Tuesday, 23 February 2021

Healthy Eating with Alec

 
I came across this on Facebook this morning and identified with it immediately.  I suspect none of my readers will share my reaction, all of you being so young that is.  However, I understood all of this.  What memories returned, childhood, games played, fears, the wireless and malnutrition.  All the good things we remember from the 'good old days' when everything was better!
Pasta we never had, though we might have occasionally had spaghetti, not something parents enjoyed dealing with when kids are around, and curry was something dad talked of connected to his two years service in Poona in the days of long ago.  Pizza was of course unknown.
'Smiths Crisps,' sometimes a whole big box full of them, came supplied with wee blue bags of salt, to sprinkle among the contents, several wee blue bags in the big box.   
Indeed, rice pudding and hardly ever real white rice.  Not that this would feed us mind.  Potato soup, bread to dunk, and spam fritters or fish and home cooked chips were mainstays.
'Camp Coffee,' I always liked that.  It was the only coffee we had, very pricey, and unusual but kept for company when they arrived.  There used to be an army officer with bright tartan braid on the front being served by an Indian servant.  This was changed and the servant became an Indian Officer about 30 years ago!  Never see it now.
'Heinz Beans,' though I remember 'Crosse & Blackwell' also existed.  Yoghurt however did not until I was well into secondry school, so about 1965 I would say.  I had one, rotten it was, and never had another for 25 years.
I do not know who wrote that but I understand it well.  They missed out gray ex-army blankets stamped WD, on the bed with your overcoat on top to help the warmth.  Jack Frost on the windows and pound, shilling and pence in your pocket.  Too many and you leant to one side.
 
   
The SNP struggle continues.  Having established his right to use information at his hearing Alec Salmond has now learned the Crown Office (friends with whom?) wishes some evidence to be withheld.  This is intriguing as this has already been published somewhere.  The games people play.  Who is behind this move, who benefits, who wins?  Find out in next weeks (or days) exciting chapter...


4 comments:

the fly in the web said...

I used to know people to whom that use of the car would have appeared normal....happy days!

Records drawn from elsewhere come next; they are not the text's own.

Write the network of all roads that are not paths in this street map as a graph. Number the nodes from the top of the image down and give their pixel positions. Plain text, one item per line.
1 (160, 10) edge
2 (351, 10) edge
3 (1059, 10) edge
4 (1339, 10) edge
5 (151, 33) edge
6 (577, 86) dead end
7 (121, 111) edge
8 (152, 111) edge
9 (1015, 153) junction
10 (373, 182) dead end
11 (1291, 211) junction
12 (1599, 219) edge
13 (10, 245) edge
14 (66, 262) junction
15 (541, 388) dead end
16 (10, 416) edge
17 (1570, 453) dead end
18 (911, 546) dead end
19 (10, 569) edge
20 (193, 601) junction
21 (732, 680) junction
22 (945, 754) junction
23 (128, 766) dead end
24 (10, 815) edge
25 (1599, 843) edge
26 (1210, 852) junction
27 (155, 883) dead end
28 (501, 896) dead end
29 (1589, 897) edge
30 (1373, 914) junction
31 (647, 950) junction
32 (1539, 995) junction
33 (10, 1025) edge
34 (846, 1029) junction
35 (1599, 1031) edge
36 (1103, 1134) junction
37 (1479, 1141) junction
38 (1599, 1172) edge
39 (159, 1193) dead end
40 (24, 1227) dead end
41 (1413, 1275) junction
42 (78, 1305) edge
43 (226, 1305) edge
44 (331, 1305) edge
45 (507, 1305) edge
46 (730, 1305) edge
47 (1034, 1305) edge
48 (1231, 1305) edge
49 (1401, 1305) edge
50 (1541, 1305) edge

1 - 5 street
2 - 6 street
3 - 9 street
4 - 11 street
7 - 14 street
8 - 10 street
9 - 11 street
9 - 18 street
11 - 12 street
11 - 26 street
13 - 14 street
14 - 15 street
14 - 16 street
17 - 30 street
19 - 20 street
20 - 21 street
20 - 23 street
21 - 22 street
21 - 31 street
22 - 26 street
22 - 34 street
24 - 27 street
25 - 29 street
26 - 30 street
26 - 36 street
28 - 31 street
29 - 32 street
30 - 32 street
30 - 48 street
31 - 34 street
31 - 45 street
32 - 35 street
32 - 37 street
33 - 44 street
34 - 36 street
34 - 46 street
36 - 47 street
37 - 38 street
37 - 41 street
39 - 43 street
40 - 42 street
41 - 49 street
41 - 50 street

Leo remembers those army blankets...made, appropriately enough, from shoddy. They were heavy but gave no warmth but to this day he needs a heavy coverlet to get off to sleep.

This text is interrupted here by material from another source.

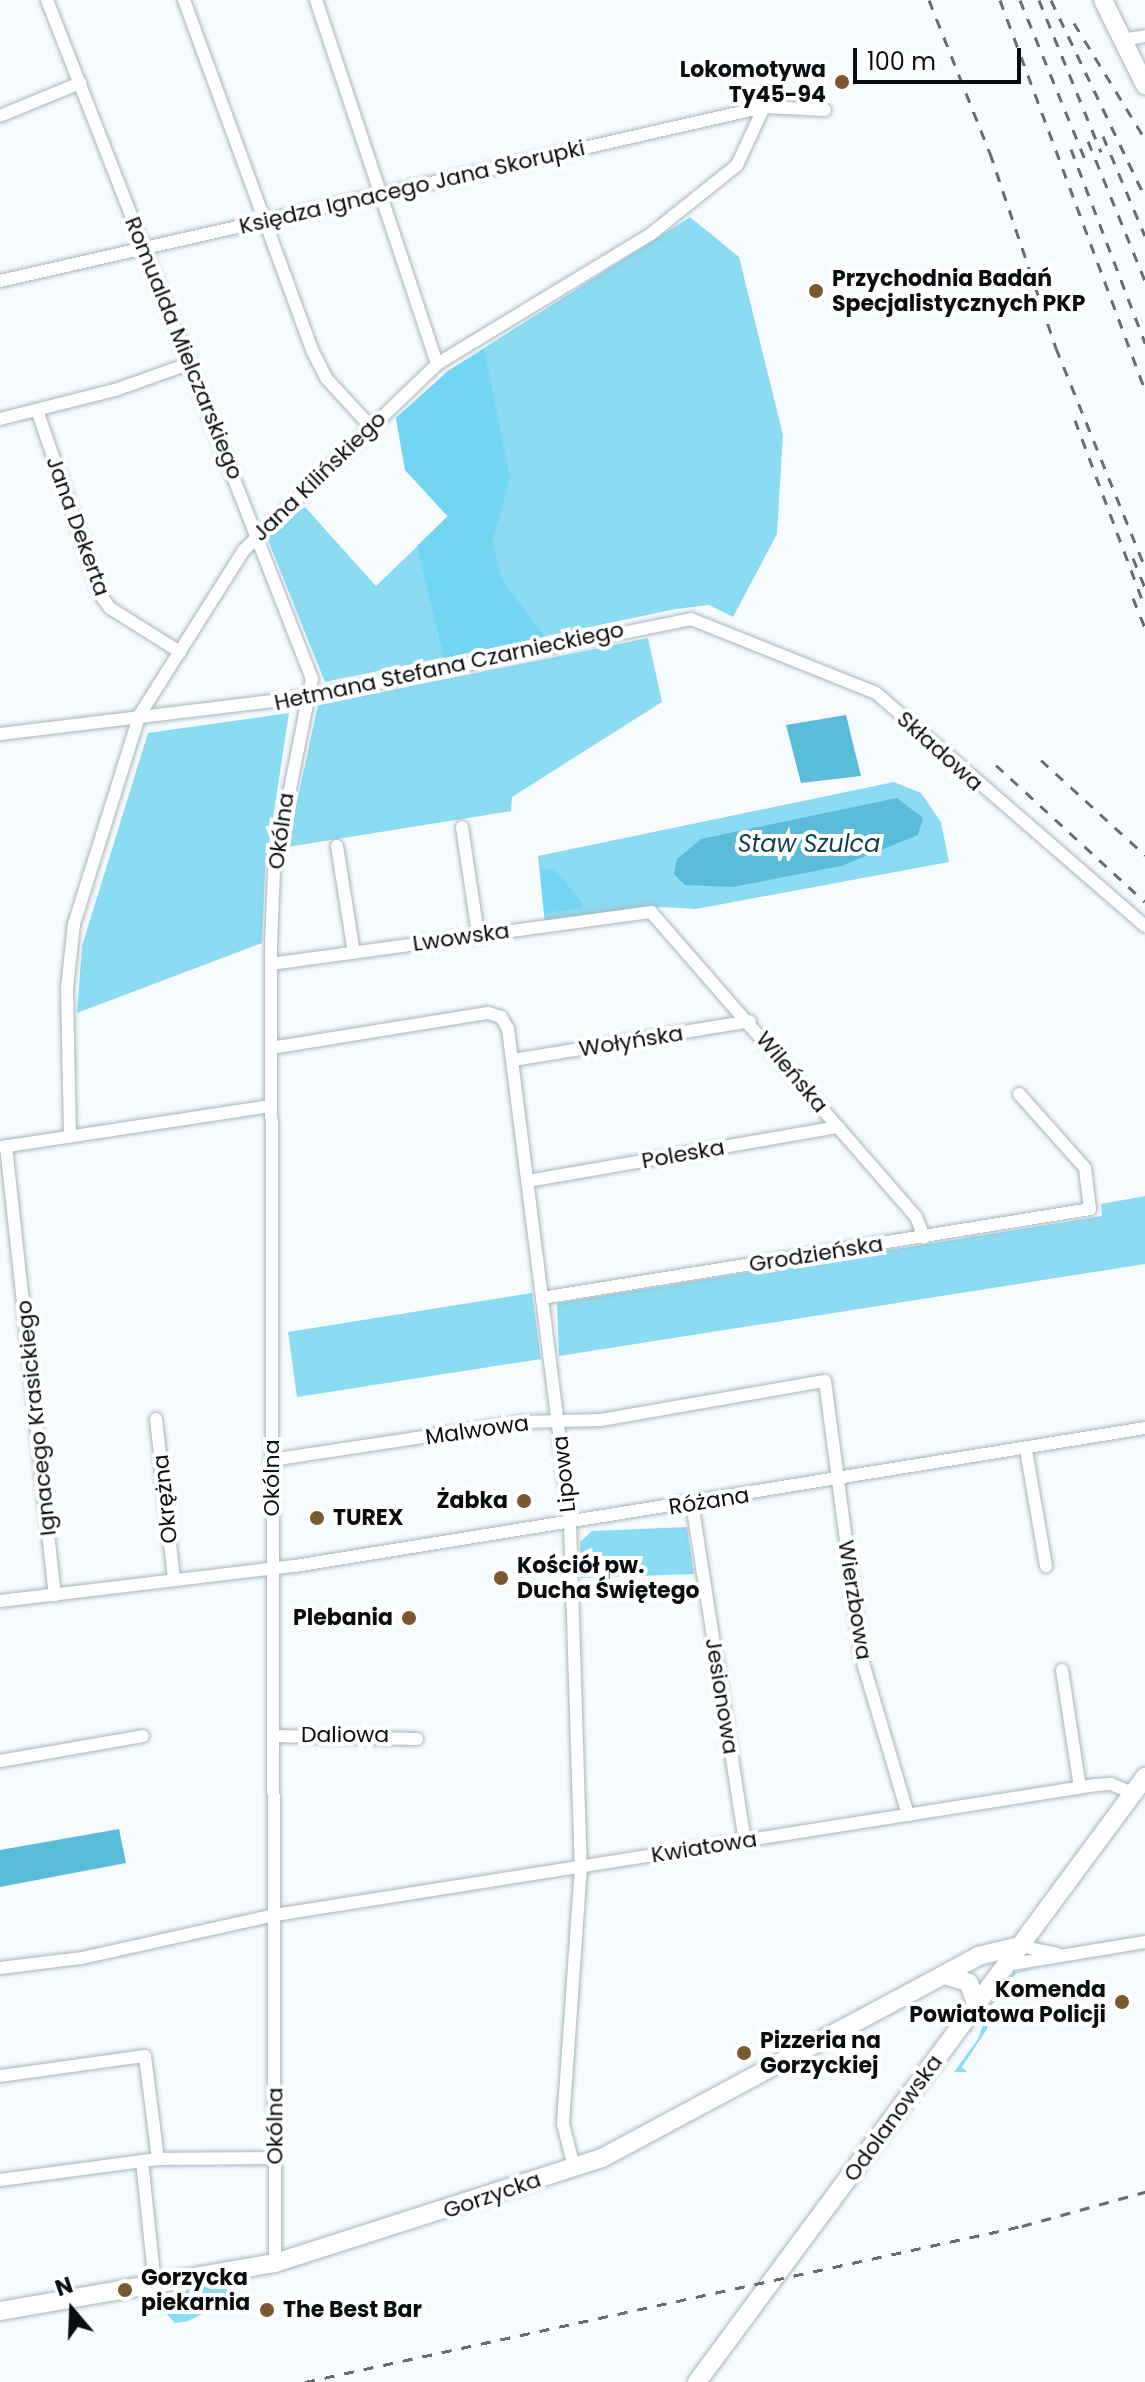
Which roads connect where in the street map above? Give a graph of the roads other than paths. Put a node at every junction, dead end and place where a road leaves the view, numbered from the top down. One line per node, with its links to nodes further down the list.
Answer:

His first Saturday job as a lad of about seven - yes, I know, but this was Wales - was putting salt into blue paper twists and then doing up the bags of crisps with a stapler....clearly he did not work for Smiths!
Frost on the inside of the window panes...all too common...as was trying not to burn your fingers on the penny you had heated to apply to it.! Never had enough coins to imitate the leaning tower of Pisa, though...

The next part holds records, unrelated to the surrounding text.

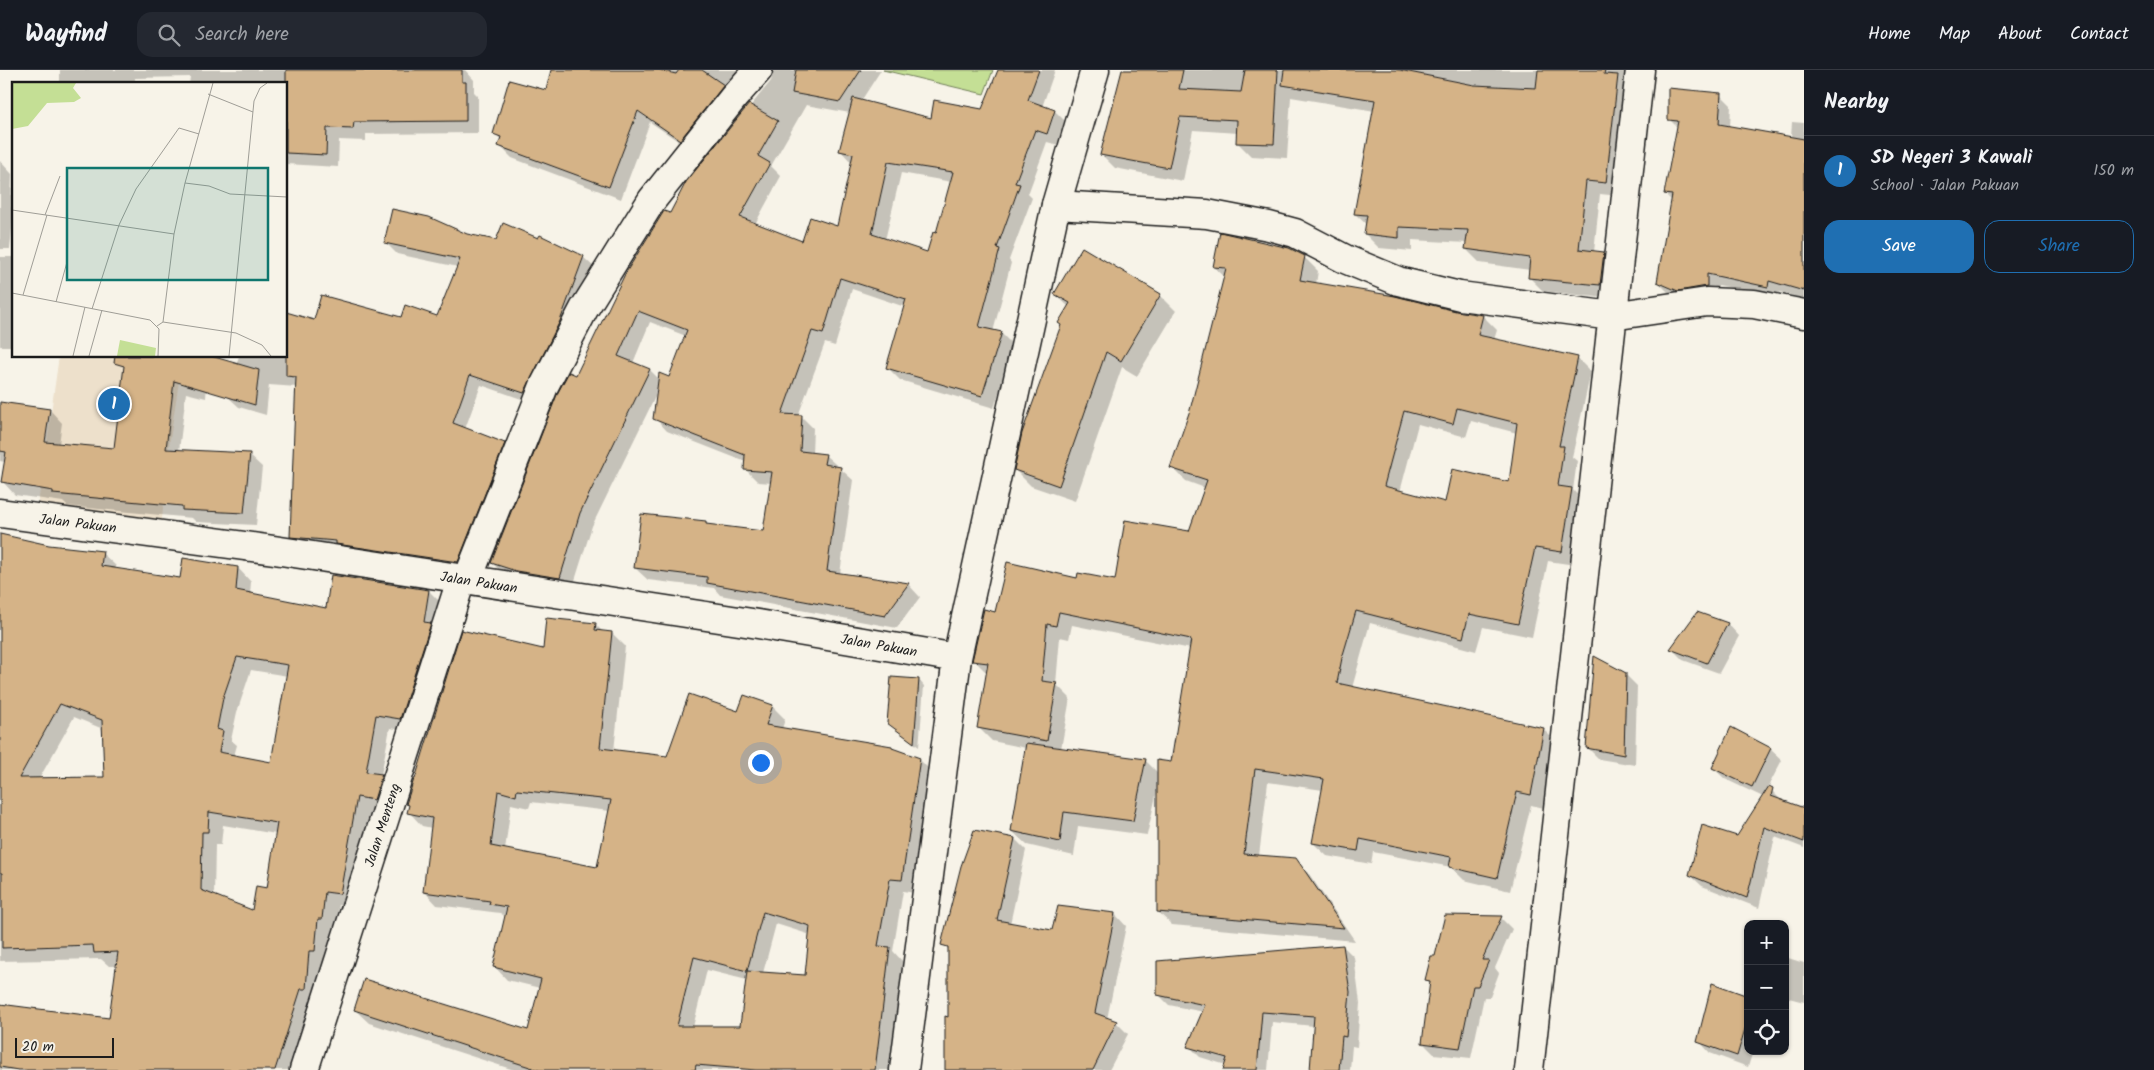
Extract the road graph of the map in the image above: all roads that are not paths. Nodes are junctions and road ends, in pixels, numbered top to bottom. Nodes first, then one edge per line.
1 (758, 70) edge
2 (1095, 70) edge
3 (1640, 70) edge
4 (1056, 205) junction
5 (1804, 314) edge
6 (1612, 316) junction
7 (0, 513) edge
8 (464, 580) junction
9 (957, 658) junction
10 (304, 1070) edge
11 (904, 1070) edge
12 (1529, 1070) edge

1 - 8 street, Jalan Menteng
2 - 4 street
3 - 6 street
4 - 6 street
4 - 9 street
5 - 6 street
6 - 12 street
7 - 8 street, Jalan Pakuan
8 - 9 street, Jalan Pakuan
8 - 10 street, Jalan Menteng
9 - 11 street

The Salmond evidence has to be blocked at all costa, it seems....at the moment his lawyers donlt want him to appear in case he is stitched up for something else he hasn't done...interesting times!

Jenny Woolf said...

YOu'll be glad (???) to know that Camp Coffee is still going. Sadly in a plastic bottle, and new lettering. What's the matter with these people? I found an even older image for it than you describe, and it's a Scottish one, too! https://www.pinterest.co.uk/pin/17451517282035926/

Dave said...

They all ring a bell with me Mr A. No elbows on the table and having to ask to leave the table. Also having to use a knife and fork properly.

Adullamite said...

Fly, Aye, the Salmond case has a lot to uncover. Stapling crisp packets? A good career move? Those blankets were not warm, and I expect dad brought one home everytime he had leave while in the army!

Jenny, Great picture! 'Camp' must be a seller in the better shops.

Dave, Knife and fork, sloppy eating means I have forgotten all those rules.